─── Available records
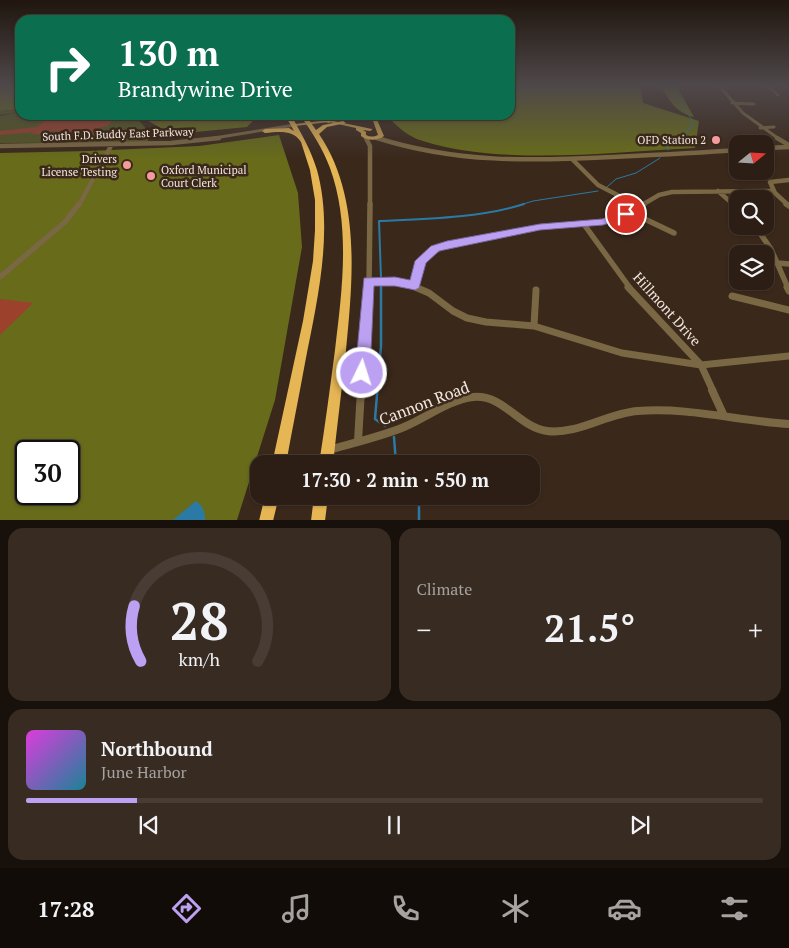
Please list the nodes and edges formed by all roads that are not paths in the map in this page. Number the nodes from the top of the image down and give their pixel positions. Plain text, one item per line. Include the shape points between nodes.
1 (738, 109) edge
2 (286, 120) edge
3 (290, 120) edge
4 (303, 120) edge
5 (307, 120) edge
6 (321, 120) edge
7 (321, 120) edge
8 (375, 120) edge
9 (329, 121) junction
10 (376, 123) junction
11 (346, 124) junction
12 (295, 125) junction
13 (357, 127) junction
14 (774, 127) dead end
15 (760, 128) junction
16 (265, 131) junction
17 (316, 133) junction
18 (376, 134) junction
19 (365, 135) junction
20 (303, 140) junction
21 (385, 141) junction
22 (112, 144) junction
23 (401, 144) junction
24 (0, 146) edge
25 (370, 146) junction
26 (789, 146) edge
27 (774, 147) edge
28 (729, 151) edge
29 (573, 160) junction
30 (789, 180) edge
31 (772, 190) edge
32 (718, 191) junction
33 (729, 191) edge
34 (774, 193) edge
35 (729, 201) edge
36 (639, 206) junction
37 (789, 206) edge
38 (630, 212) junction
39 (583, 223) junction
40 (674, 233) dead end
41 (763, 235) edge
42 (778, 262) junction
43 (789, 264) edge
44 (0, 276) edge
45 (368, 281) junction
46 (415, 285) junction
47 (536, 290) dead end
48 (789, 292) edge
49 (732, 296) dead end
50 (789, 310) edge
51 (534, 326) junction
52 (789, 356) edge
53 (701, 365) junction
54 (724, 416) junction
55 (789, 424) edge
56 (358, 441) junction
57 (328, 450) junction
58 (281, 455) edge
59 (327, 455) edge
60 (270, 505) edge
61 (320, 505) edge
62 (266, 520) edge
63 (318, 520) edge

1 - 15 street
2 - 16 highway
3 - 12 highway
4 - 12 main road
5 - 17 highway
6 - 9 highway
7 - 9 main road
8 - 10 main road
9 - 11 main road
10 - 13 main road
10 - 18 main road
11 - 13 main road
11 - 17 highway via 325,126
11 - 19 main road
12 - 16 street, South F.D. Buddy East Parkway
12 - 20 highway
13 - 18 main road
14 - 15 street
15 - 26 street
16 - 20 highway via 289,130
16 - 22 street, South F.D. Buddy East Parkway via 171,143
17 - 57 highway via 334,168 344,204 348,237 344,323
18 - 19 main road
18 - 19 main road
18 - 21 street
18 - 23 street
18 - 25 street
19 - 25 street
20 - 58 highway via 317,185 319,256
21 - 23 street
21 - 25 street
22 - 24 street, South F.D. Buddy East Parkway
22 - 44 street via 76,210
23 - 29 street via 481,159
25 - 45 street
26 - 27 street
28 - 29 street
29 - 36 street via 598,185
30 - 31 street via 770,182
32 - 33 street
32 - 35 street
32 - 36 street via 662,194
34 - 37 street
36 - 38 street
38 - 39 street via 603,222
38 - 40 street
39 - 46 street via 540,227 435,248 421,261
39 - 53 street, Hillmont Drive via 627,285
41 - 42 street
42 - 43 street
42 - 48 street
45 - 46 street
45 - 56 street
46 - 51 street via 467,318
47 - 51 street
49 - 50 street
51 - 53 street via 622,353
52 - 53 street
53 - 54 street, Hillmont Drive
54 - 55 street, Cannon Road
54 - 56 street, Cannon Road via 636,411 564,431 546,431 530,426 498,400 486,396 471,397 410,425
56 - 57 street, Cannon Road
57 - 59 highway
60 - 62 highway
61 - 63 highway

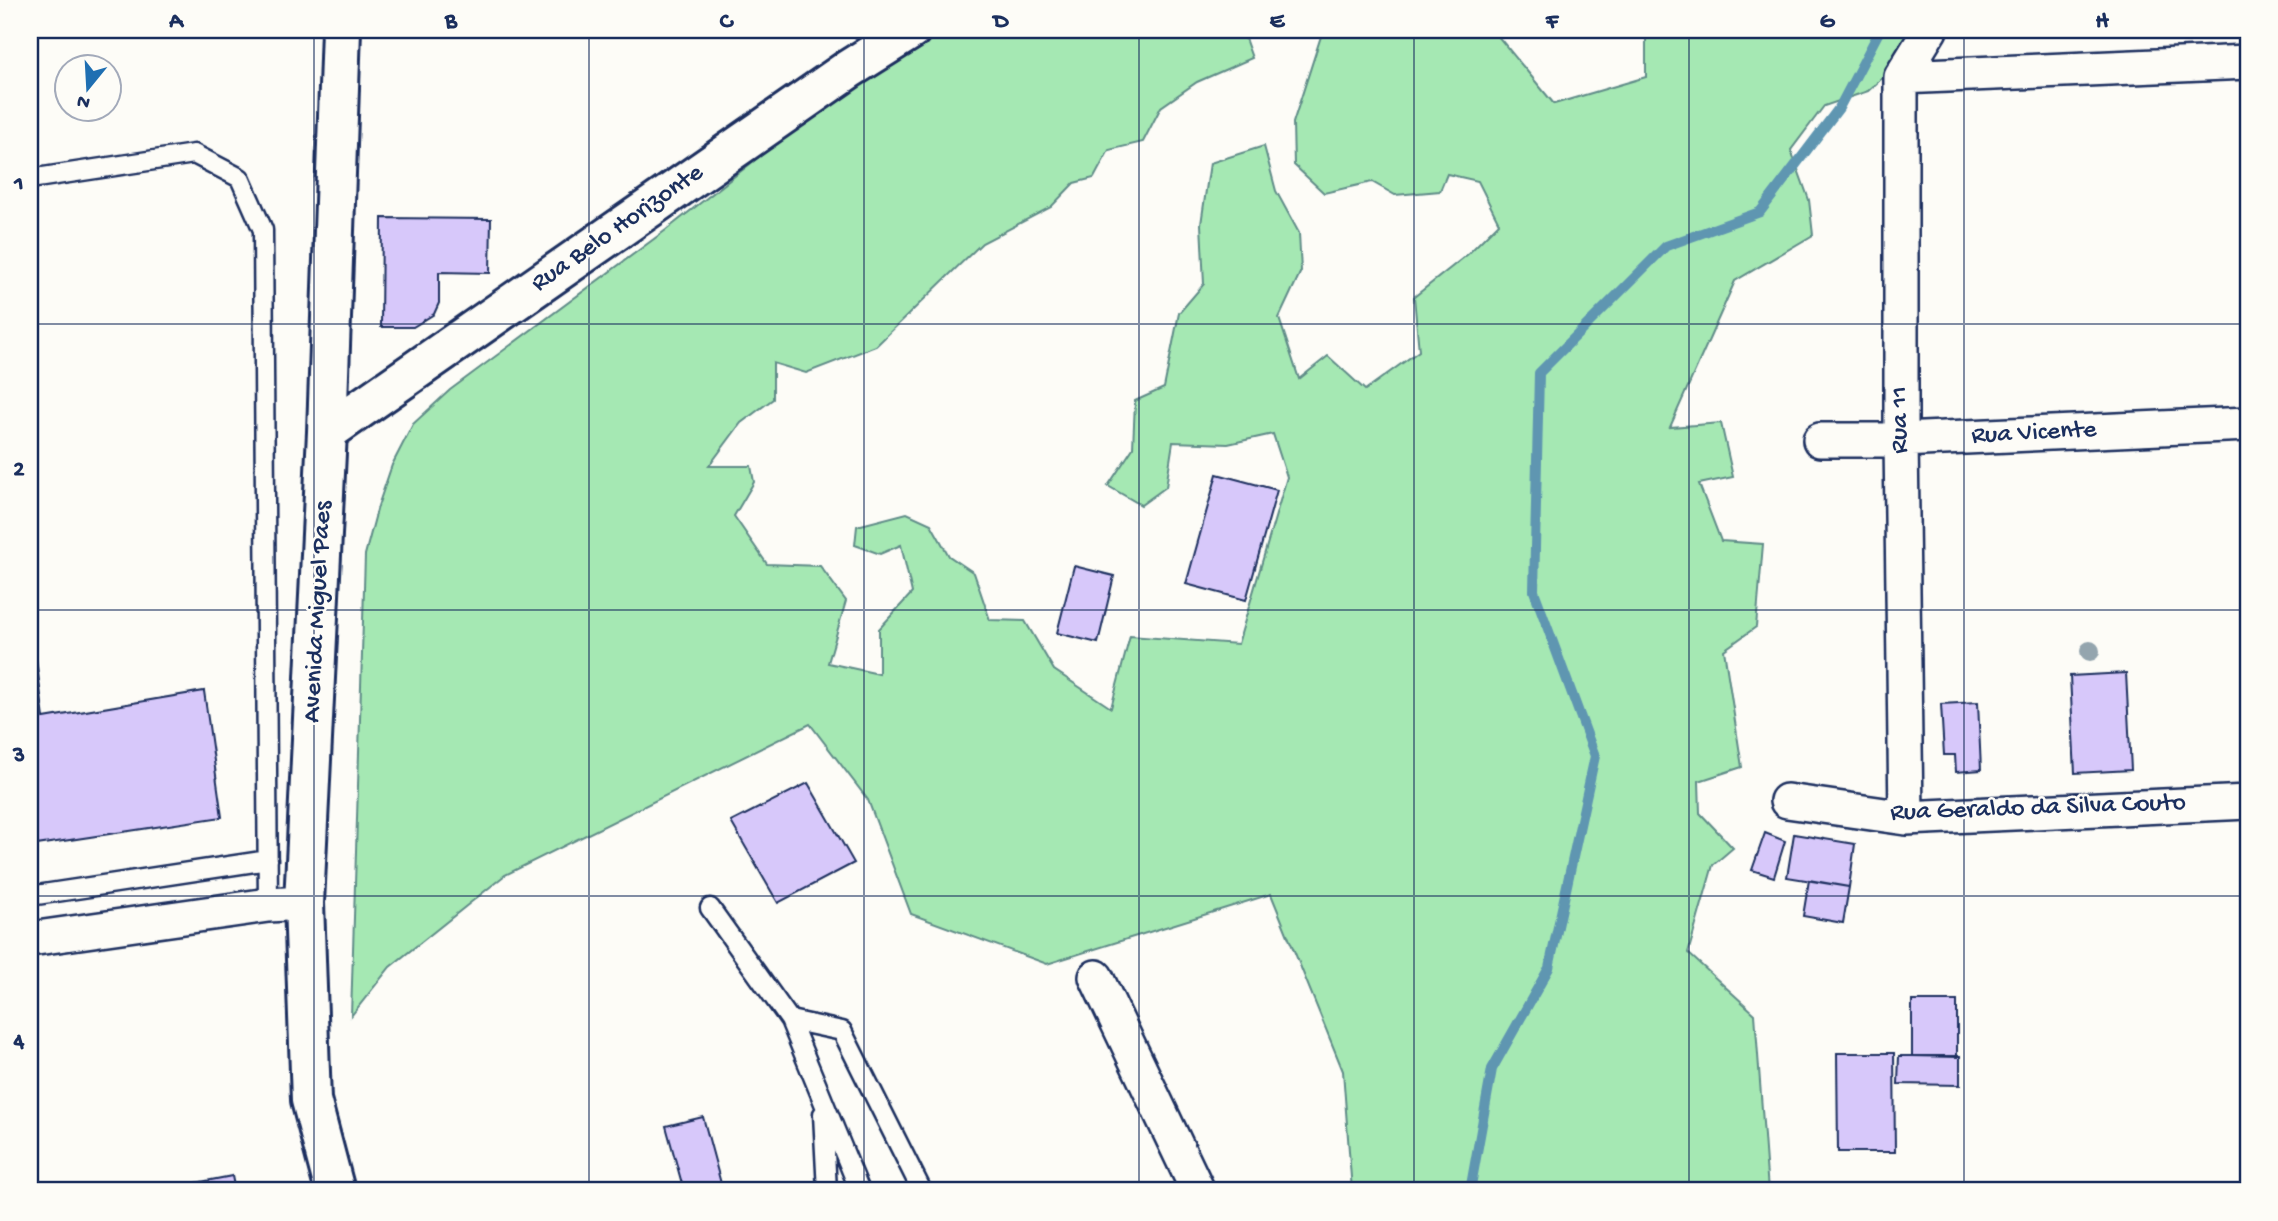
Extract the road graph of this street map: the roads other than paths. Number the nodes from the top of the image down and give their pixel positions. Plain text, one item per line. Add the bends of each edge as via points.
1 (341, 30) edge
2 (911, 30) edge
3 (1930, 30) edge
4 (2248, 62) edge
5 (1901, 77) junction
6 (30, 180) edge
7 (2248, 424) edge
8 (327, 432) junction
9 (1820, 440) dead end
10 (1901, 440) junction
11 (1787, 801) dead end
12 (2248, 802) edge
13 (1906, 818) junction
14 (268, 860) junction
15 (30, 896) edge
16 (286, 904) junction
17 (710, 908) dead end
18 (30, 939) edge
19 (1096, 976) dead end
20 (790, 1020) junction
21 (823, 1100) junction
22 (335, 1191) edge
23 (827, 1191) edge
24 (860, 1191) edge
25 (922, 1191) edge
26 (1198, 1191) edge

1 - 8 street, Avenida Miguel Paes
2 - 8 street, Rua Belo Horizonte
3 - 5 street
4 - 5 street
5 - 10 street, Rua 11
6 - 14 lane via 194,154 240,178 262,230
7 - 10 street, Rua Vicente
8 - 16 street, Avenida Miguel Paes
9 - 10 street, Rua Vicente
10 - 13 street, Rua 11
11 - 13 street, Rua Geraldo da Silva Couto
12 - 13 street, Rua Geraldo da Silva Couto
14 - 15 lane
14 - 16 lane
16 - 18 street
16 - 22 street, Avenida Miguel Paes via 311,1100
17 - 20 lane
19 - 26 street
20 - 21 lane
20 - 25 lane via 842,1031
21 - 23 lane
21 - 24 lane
──────
_Required work_.
An exact copy of the entries, minus the pictures, is what to return.

_Response to this exercise_.
Please list the nodes and edges formed by all roads that are not paths in the map in this page. Number the nodes from the top of the image down and give their pixel positions. Plain text, one item per line. Include the shape points between nodes.
1 (738, 109) edge
2 (286, 120) edge
3 (290, 120) edge
4 (303, 120) edge
5 (307, 120) edge
6 (321, 120) edge
7 (321, 120) edge
8 (375, 120) edge
9 (329, 121) junction
10 (376, 123) junction
11 (346, 124) junction
12 (295, 125) junction
13 (357, 127) junction
14 (774, 127) dead end
15 (760, 128) junction
16 (265, 131) junction
17 (316, 133) junction
18 (376, 134) junction
19 (365, 135) junction
20 (303, 140) junction
21 (385, 141) junction
22 (112, 144) junction
23 (401, 144) junction
24 (0, 146) edge
25 (370, 146) junction
26 (789, 146) edge
27 (774, 147) edge
28 (729, 151) edge
29 (573, 160) junction
30 (789, 180) edge
31 (772, 190) edge
32 (718, 191) junction
33 (729, 191) edge
34 (774, 193) edge
35 (729, 201) edge
36 (639, 206) junction
37 (789, 206) edge
38 (630, 212) junction
39 (583, 223) junction
40 (674, 233) dead end
41 (763, 235) edge
42 (778, 262) junction
43 (789, 264) edge
44 (0, 276) edge
45 (368, 281) junction
46 (415, 285) junction
47 (536, 290) dead end
48 (789, 292) edge
49 (732, 296) dead end
50 (789, 310) edge
51 (534, 326) junction
52 (789, 356) edge
53 (701, 365) junction
54 (724, 416) junction
55 (789, 424) edge
56 (358, 441) junction
57 (328, 450) junction
58 (281, 455) edge
59 (327, 455) edge
60 (270, 505) edge
61 (320, 505) edge
62 (266, 520) edge
63 (318, 520) edge

1 - 15 street
2 - 16 highway
3 - 12 highway
4 - 12 main road
5 - 17 highway
6 - 9 highway
7 - 9 main road
8 - 10 main road
9 - 11 main road
10 - 13 main road
10 - 18 main road
11 - 13 main road
11 - 17 highway via 325,126
11 - 19 main road
12 - 16 street, South F.D. Buddy East Parkway
12 - 20 highway
13 - 18 main road
14 - 15 street
15 - 26 street
16 - 20 highway via 289,130
16 - 22 street, South F.D. Buddy East Parkway via 171,143
17 - 57 highway via 334,168 344,204 348,237 344,323
18 - 19 main road
18 - 19 main road
18 - 21 street
18 - 23 street
18 - 25 street
19 - 25 street
20 - 58 highway via 317,185 319,256
21 - 23 street
21 - 25 street
22 - 24 street, South F.D. Buddy East Parkway
22 - 44 street via 76,210
23 - 29 street via 481,159
25 - 45 street
26 - 27 street
28 - 29 street
29 - 36 street via 598,185
30 - 31 street via 770,182
32 - 33 street
32 - 35 street
32 - 36 street via 662,194
34 - 37 street
36 - 38 street
38 - 39 street via 603,222
38 - 40 street
39 - 46 street via 540,227 435,248 421,261
39 - 53 street, Hillmont Drive via 627,285
41 - 42 street
42 - 43 street
42 - 48 street
45 - 46 street
45 - 56 street
46 - 51 street via 467,318
47 - 51 street
49 - 50 street
51 - 53 street via 622,353
52 - 53 street
53 - 54 street, Hillmont Drive
54 - 55 street, Cannon Road
54 - 56 street, Cannon Road via 636,411 564,431 546,431 530,426 498,400 486,396 471,397 410,425
56 - 57 street, Cannon Road
57 - 59 highway
60 - 62 highway
61 - 63 highway

Extract the road graph of this street map: the roads other than paths. Number the nodes from the top of the image down and give their pixel positions. Plain text, one item per line. Add the bends of each edge as via points.
1 (341, 30) edge
2 (911, 30) edge
3 (1930, 30) edge
4 (2248, 62) edge
5 (1901, 77) junction
6 (30, 180) edge
7 (2248, 424) edge
8 (327, 432) junction
9 (1820, 440) dead end
10 (1901, 440) junction
11 (1787, 801) dead end
12 (2248, 802) edge
13 (1906, 818) junction
14 (268, 860) junction
15 (30, 896) edge
16 (286, 904) junction
17 (710, 908) dead end
18 (30, 939) edge
19 (1096, 976) dead end
20 (790, 1020) junction
21 (823, 1100) junction
22 (335, 1191) edge
23 (827, 1191) edge
24 (860, 1191) edge
25 (922, 1191) edge
26 (1198, 1191) edge

1 - 8 street, Avenida Miguel Paes
2 - 8 street, Rua Belo Horizonte
3 - 5 street
4 - 5 street
5 - 10 street, Rua 11
6 - 14 lane via 194,154 240,178 262,230
7 - 10 street, Rua Vicente
8 - 16 street, Avenida Miguel Paes
9 - 10 street, Rua Vicente
10 - 13 street, Rua 11
11 - 13 street, Rua Geraldo da Silva Couto
12 - 13 street, Rua Geraldo da Silva Couto
14 - 15 lane
14 - 16 lane
16 - 18 street
16 - 22 street, Avenida Miguel Paes via 311,1100
17 - 20 lane
19 - 26 street
20 - 21 lane
20 - 25 lane via 842,1031
21 - 23 lane
21 - 24 lane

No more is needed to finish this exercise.